Saturday, July 20, 2013

You could use a monad.


Scenario: A piece of data is determined in the first function `f1', but is only processed in a sub-sub-sub-… function `fx'.

One way is to use pass `the-data' as arguments from `f1' through `f2' all the way down to `fx':
(define f1 (the-data …)
  …
  (f2 the-data …)
  …)

(define f2 (the-data …)
  …
  (f3 the-data …)
  …)

…

(define fx (the-data …)
  … the-data …)
But in the above way, the body of `f2', `f3', `f4' and so on doesn't use `the-data'. It is only passed to the next function. And I still have to add the argument `the-data'.

Are there other ways to solve this problem?
You could use a monad.

The basic gist of it is that instead of manipulating the-data, we manipulate functions. So the inner functions f2, f3, ... will change from this:
(define (f2 the-data arg arg …)
      …
      (f3 the-data x y …))
to this:
(define (f2 arg arg …)
  (lambda (the-data)
      …
      ((f3 x y …) the-data)))
We just move the-data to the end of the argument list and curry the functions. That makes things more complicated at first, but the inner functions that don't actually use the-data can be eta-reduced. (lambda (x) (f x)) => f

So f2 eta-reduces to:
(define (f2 arg arg …)
      …
      (f3 x y …))
and all mentions of the-data disappear in the inner functions (pretty slick!) The innermost fx can't be reduced this way, of course, and the callers of f0 have to change to pass the initial value of the-data.

I just did this with an ad-hoc code transformation. A "monad" formalizes this. (and I skipped over a lot of detail.)

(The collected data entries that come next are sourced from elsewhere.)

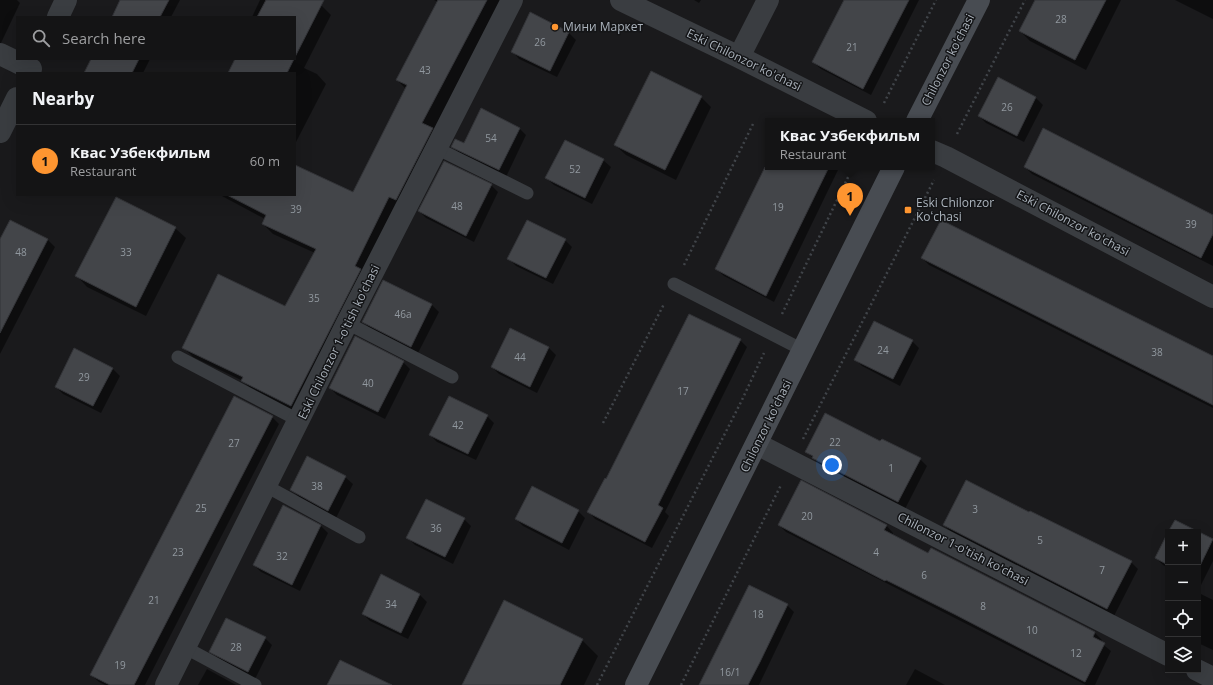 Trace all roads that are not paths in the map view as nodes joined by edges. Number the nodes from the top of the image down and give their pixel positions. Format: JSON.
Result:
{"nodes":[{"id":1,"x":66,"y":0,"type":"edge"},
{"id":2,"x":512,"y":0,"type":"edge"},
{"id":3,"x":621,"y":0,"type":"edge"},
{"id":4,"x":768,"y":0,"type":"edge"},
{"id":5,"x":979,"y":0,"type":"edge"},
{"id":6,"x":58,"y":16,"type":"edge"},
{"id":7,"x":0,"y":54,"type":"edge"},
{"id":8,"x":739,"y":56,"type":"junction"},
{"id":9,"x":32,"y":67,"type":"edge"},
{"id":10,"x":16,"y":100,"type":"edge"},
{"id":11,"x":860,"y":118,"type":"edge"},
{"id":12,"x":919,"y":118,"type":"edge"},
{"id":13,"x":0,"y":132,"type":"edge"},
{"id":14,"x":436,"y":148,"type":"junction"},
{"id":15,"x":939,"y":154,"type":"edge"},
{"id":16,"x":893,"y":170,"type":"edge"},
{"id":17,"x":526,"y":193,"type":"dead end"},
{"id":18,"x":674,"y":284,"type":"dead end"},
{"id":19,"x":1213,"y":297,"type":"edge"},
{"id":20,"x":348,"y":323,"type":"junction"},
{"id":21,"x":803,"y":350,"type":"junction"},
{"id":22,"x":178,"y":357,"type":"dead end"},
{"id":23,"x":452,"y":377,"type":"dead end"},
{"id":24,"x":300,"y":421,"type":"junction"},
{"id":25,"x":757,"y":444,"type":"junction"},
{"id":26,"x":266,"y":486,"type":"junction"},
{"id":27,"x":358,"y":537,"type":"dead end"},
{"id":28,"x":186,"y":648,"type":"junction"},
{"id":29,"x":1165,"y":653,"type":"edge"},
{"id":30,"x":1201,"y":672,"type":"edge"},
{"id":31,"x":1213,"y":678,"type":"edge"},
{"id":32,"x":166,"y":685,"type":"edge"},
{"id":33,"x":255,"y":685,"type":"edge"},
{"id":34,"x":636,"y":685,"type":"edge"}],
"edges":[{"from":1,"to":6,"type":"street"},
{"from":2,"to":14,"type":"street","name":"Eski Chilonzor 1-o'tish ko'chasi"},
{"from":3,"to":8,"type":"street","name":"Eski Chilonzor ko'chasi"},
{"from":4,"to":8,"type":"street"},
{"from":5,"to":12,"type":"main road","name":"Chilonzor ko'chasi"},
{"from":7,"to":9,"type":"street"},
{"from":8,"to":11,"type":"street","name":"Eski Chilonzor ko'chasi"},
{"from":10,"to":13,"type":"street"},
{"from":14,"to":17,"type":"lane"},
{"from":14,"to":20,"type":"street","name":"Eski Chilonzor 1-o'tish ko'chasi"},
{"from":15,"to":19,"type":"street","name":"Eski Chilonzor ko'chasi"},
{"from":16,"to":21,"type":"main road","name":"Chilonzor ko'chasi"},
{"from":18,"to":21,"type":"lane"},
{"from":20,"to":23,"type":"lane"},
{"from":20,"to":24,"type":"street","name":"Eski Chilonzor 1-o'tish ko'chasi"},
{"from":21,"to":25,"type":"main road","name":"Chilonzor ko'chasi"},
{"from":22,"to":24,"type":"lane"},
{"from":24,"to":26,"type":"street","name":"Eski Chilonzor 1-o'tish ko'chasi"},
{"from":25,"to":29,"type":"street","name":"Chilonzor 1-o'tish ko'chasi"},
{"from":25,"to":34,"type":"main road","name":"Chilonzor ko'chasi"},
{"from":26,"to":27,"type":"lane"},
{"from":26,"to":28,"type":"street","name":"Eski Chilonzor 1-o'tish ko'chasi"},
{"from":28,"to":32,"type":"street","name":"Eski Chilonzor 1-o'tish ko'chasi"},
{"from":28,"to":33,"type":"lane"},
{"from":30,"to":31,"type":"street"}]} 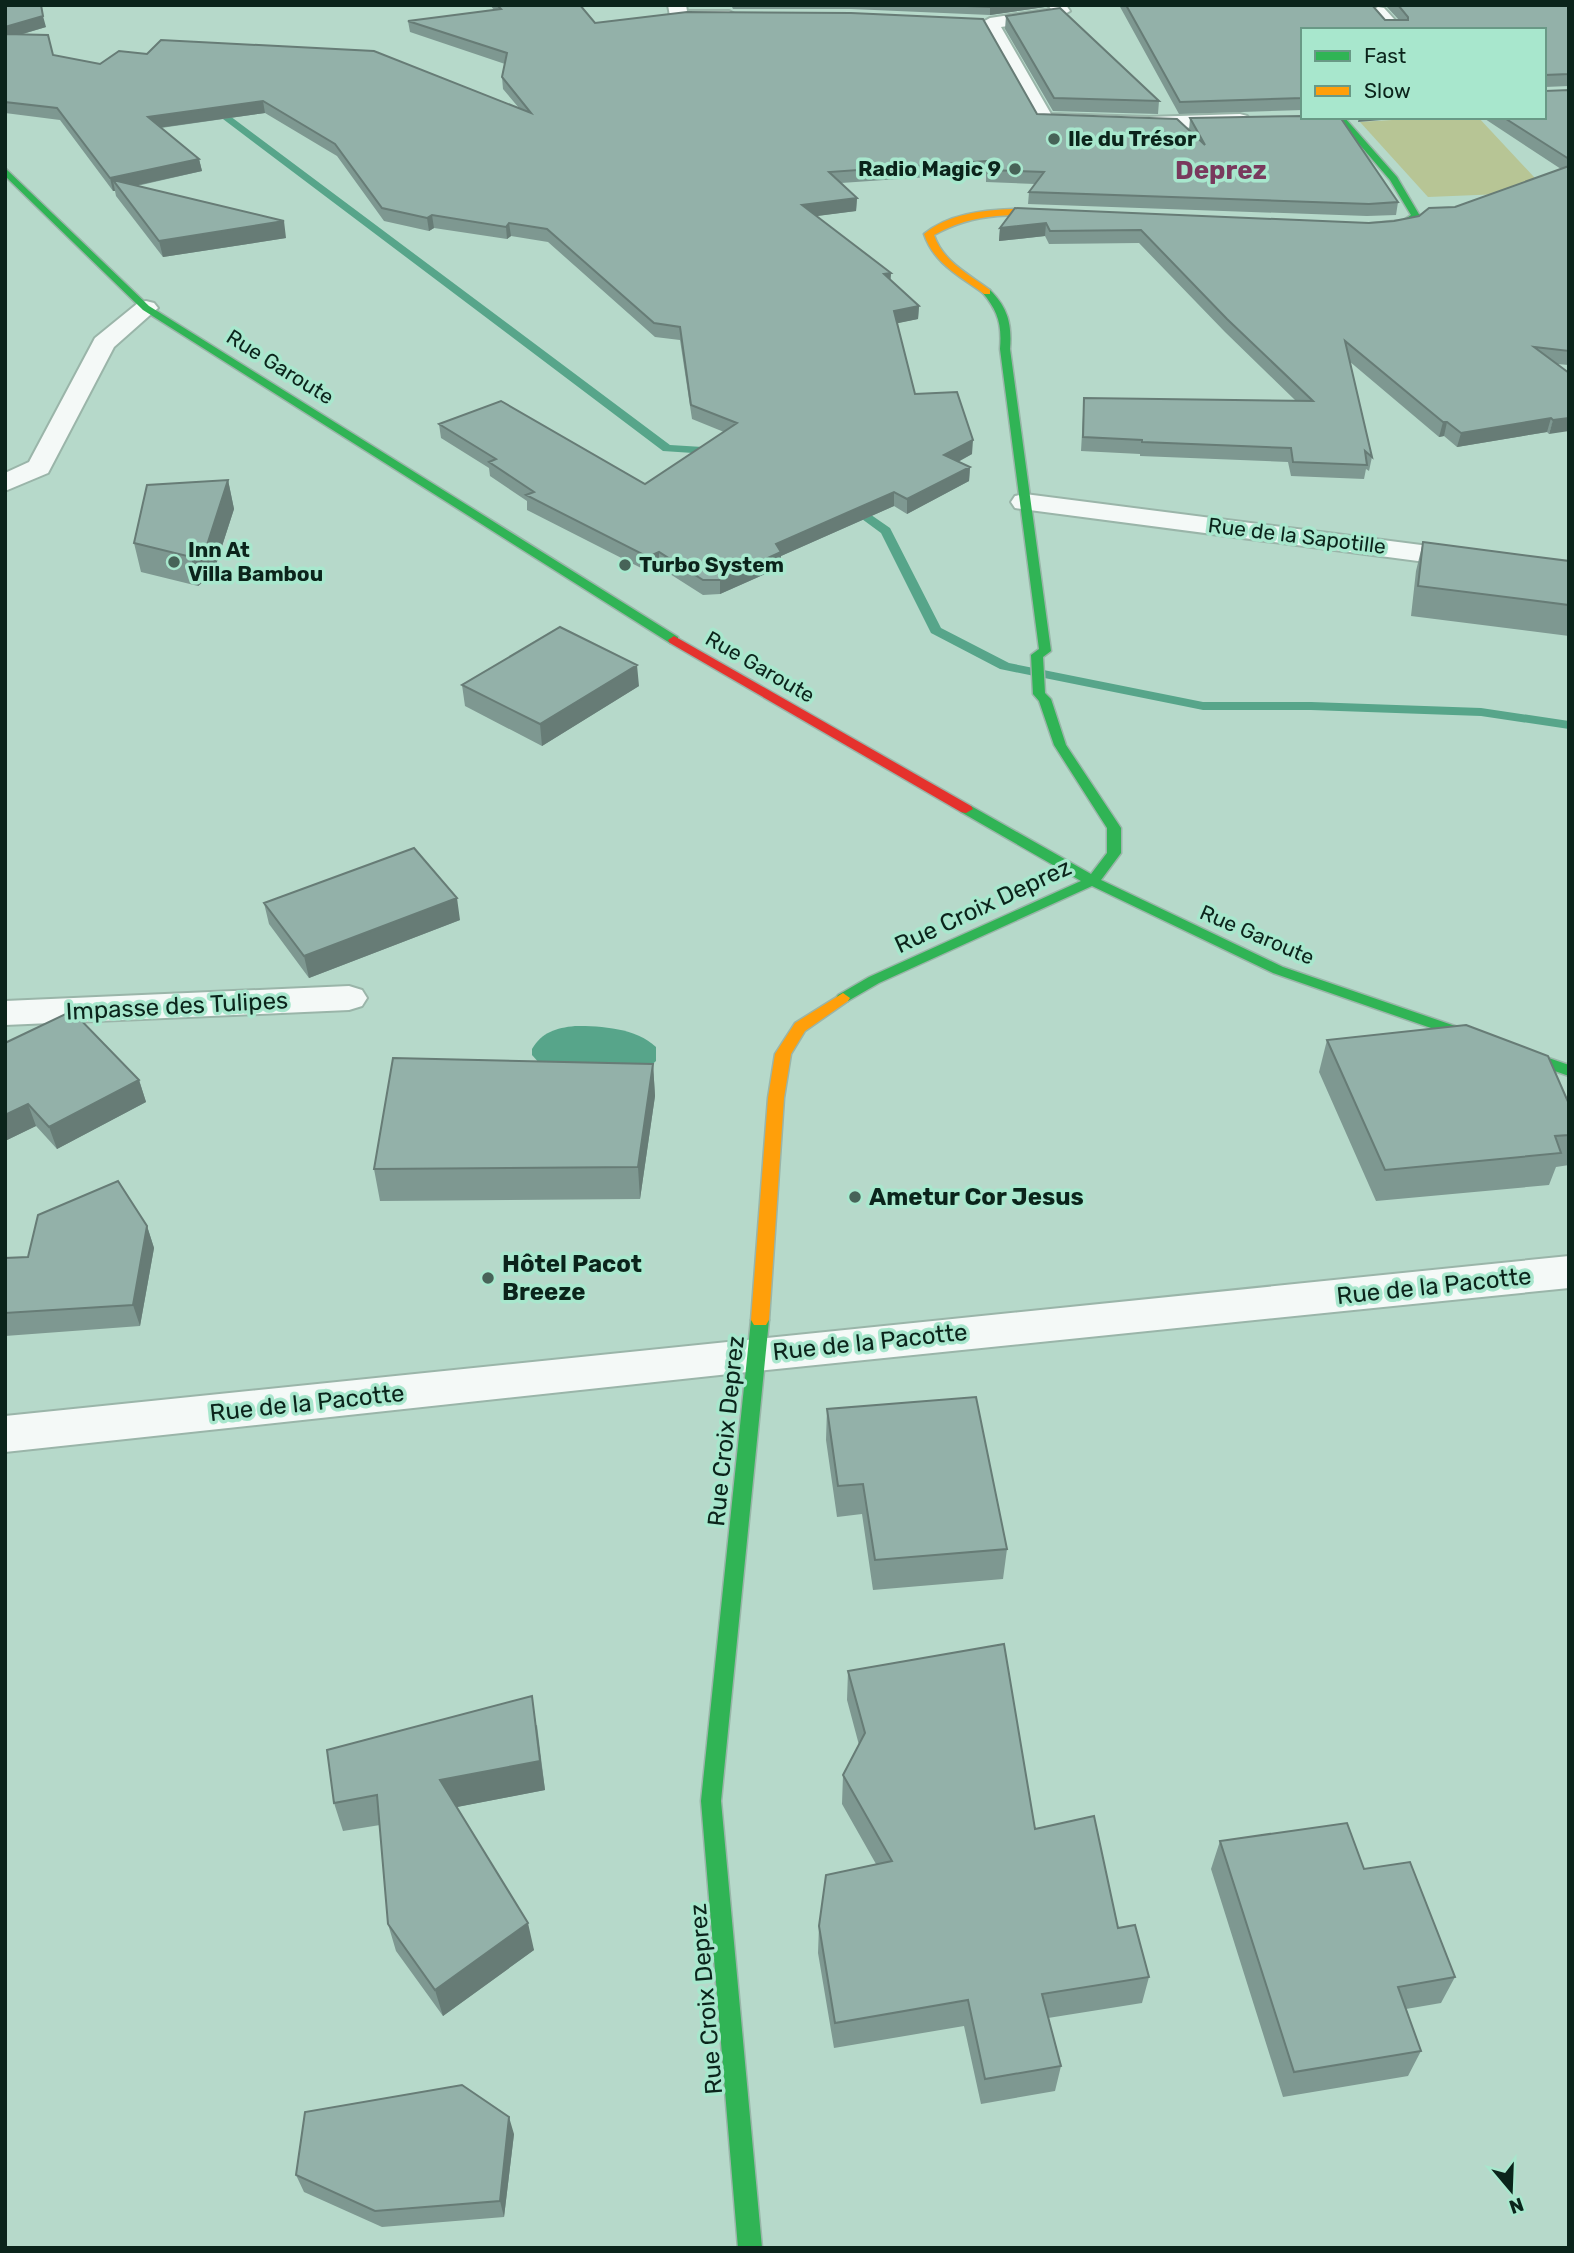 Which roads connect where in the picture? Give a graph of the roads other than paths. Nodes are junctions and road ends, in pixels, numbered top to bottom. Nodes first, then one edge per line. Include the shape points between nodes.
1 (677, 5) edge
2 (1057, 5) edge
3 (1378, 12) edge
4 (745, 16) edge
5 (1393, 28) edge
6 (1343, 119) edge
7 (1258, 120) edge
8 (5, 171) edge
9 (1078, 214) edge
10 (1353, 225) edge
11 (146, 308) junction
12 (5, 483) edge
13 (1025, 502) junction
14 (1569, 573) edge
15 (1092, 881) junction
16 (349, 998) dead end
17 (5, 1013) edge
18 (1569, 1071) edge
19 (1569, 1272) edge
20 (757, 1354) junction
21 (5, 1434) edge
22 (750, 2248) edge

1 - 4 street via 679,16
2 - 7 street via 1061,11 1056,14 983,23 1044,120
3 - 5 street
6 - 10 street via 1400,186 1416,216 1389,226
8 - 11 street, Rue Garoute
9 - 13 street, Rue Croix Deprez via 998,212 940,224 929,234 933,249 993,295 1006,316 1005,349
11 - 12 street via 104,344 39,467
11 - 15 street, Rue Garoute via 688,649
13 - 14 street, Rue de la Sapotille
13 - 15 street, Rue Croix Deprez via 1045,651 1037,655 1039,694 1045,699 1060,745 1114,828 1117,844 1114,858
15 - 18 street, Rue Garoute via 1278,970
15 - 20 street, Rue Croix Deprez via 874,980 800,1027 783,1054 776,1098
16 - 17 street, Impasse des Tulipes
19 - 20 street, Rue de la Pacotte
20 - 21 street, Rue de la Pacotte
20 - 22 street, Rue Croix Deprez via 711,1801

Matthias Felleisen elaborated further:
Here is what Joe is saying, with fake macros; the first two parts are real:
#lang racket

;; -----------------------------------------------------------------------------
;; an example using lexical scope

(define (f1-lexical-scope x)
  (define the-data (sin x))
  (define (f2 y)
    `(f2 ,(f3 y)))
  (define (f3 z)
    `(f3 ,(f4 z)))
  (define (f4 w)
    `(f4 ,the-data ,w))
  (f2 10))

(f1-lexical-scope pi)

;; -----------------------------------------------------------------------------
;; the same example with the 'monad' spelled out

(define (f1-monad x)
  (define the-data (sin x)) ;;
  ((f2 10) the-data))

(define ((f2 y) the-data)
  `(f2 ,((f3 y) the-data)))

(define ((f3 z) the-data)
  `(f3 ,((f4 z) the-data)))

(define ((f4 w) the-data)
  `(f4 ,the-data ,w))

(f1-monad pi)

;; -----------------------------------------------------------------------------
;; a sketch of how syntax would hide the monad where needed

;; the following macros are fake, because I don't have time to write them out:
;; see the HtDP language macros for #%app, which register functions too

;; defines the-data and initializes it
(define-syntax-rule (create-store x) (define the-data x))
;; registers f as a store-passer
(define-syntax-rule (define-store-passer (f x) e) (define ((f x) the-data) e))
;; this supplements #%app so that when a registered store-passer f is applied,
;; it picks up the-data in a curried application; other functions work normally
(define-syntax-rule (apply-store-passer f x ...) (old-apply (f x ...) the-data))
;; pick up the-data from secret stash
(define-syntax-rule (access-store) 42)

;; if you had these macros, the above would read like this:

(define (f1-monad.v2 x)
  (create-store (sin x)) ;;
  (f2 10))

(define-store-passer (f2.v2 y)
  `(f2 ,(f3 y)))

(define-store-passer (f3.v2 z)
  `(f3 ,(f4 z)))

(define (f4.v2 w)
  `(f4 ,(access-store) ,w))

(f1-monad.v2 pi)

2 comments:

Pascal Costanza said...

What's wrong with using special variables here?

Joe Marshall said...

Nothing at all. It was suggested earlier in the thread. I mentioned it in jest, but someone took it seriously and asked for details. So I wrote a two-paragraph sketch of the solution.

Matthias wrote out the whole solution (modulo the macros, but he sketched out how you can hide the monad with special syntax). I liked his explanation, but it wouldn't make sense without the prior post as context.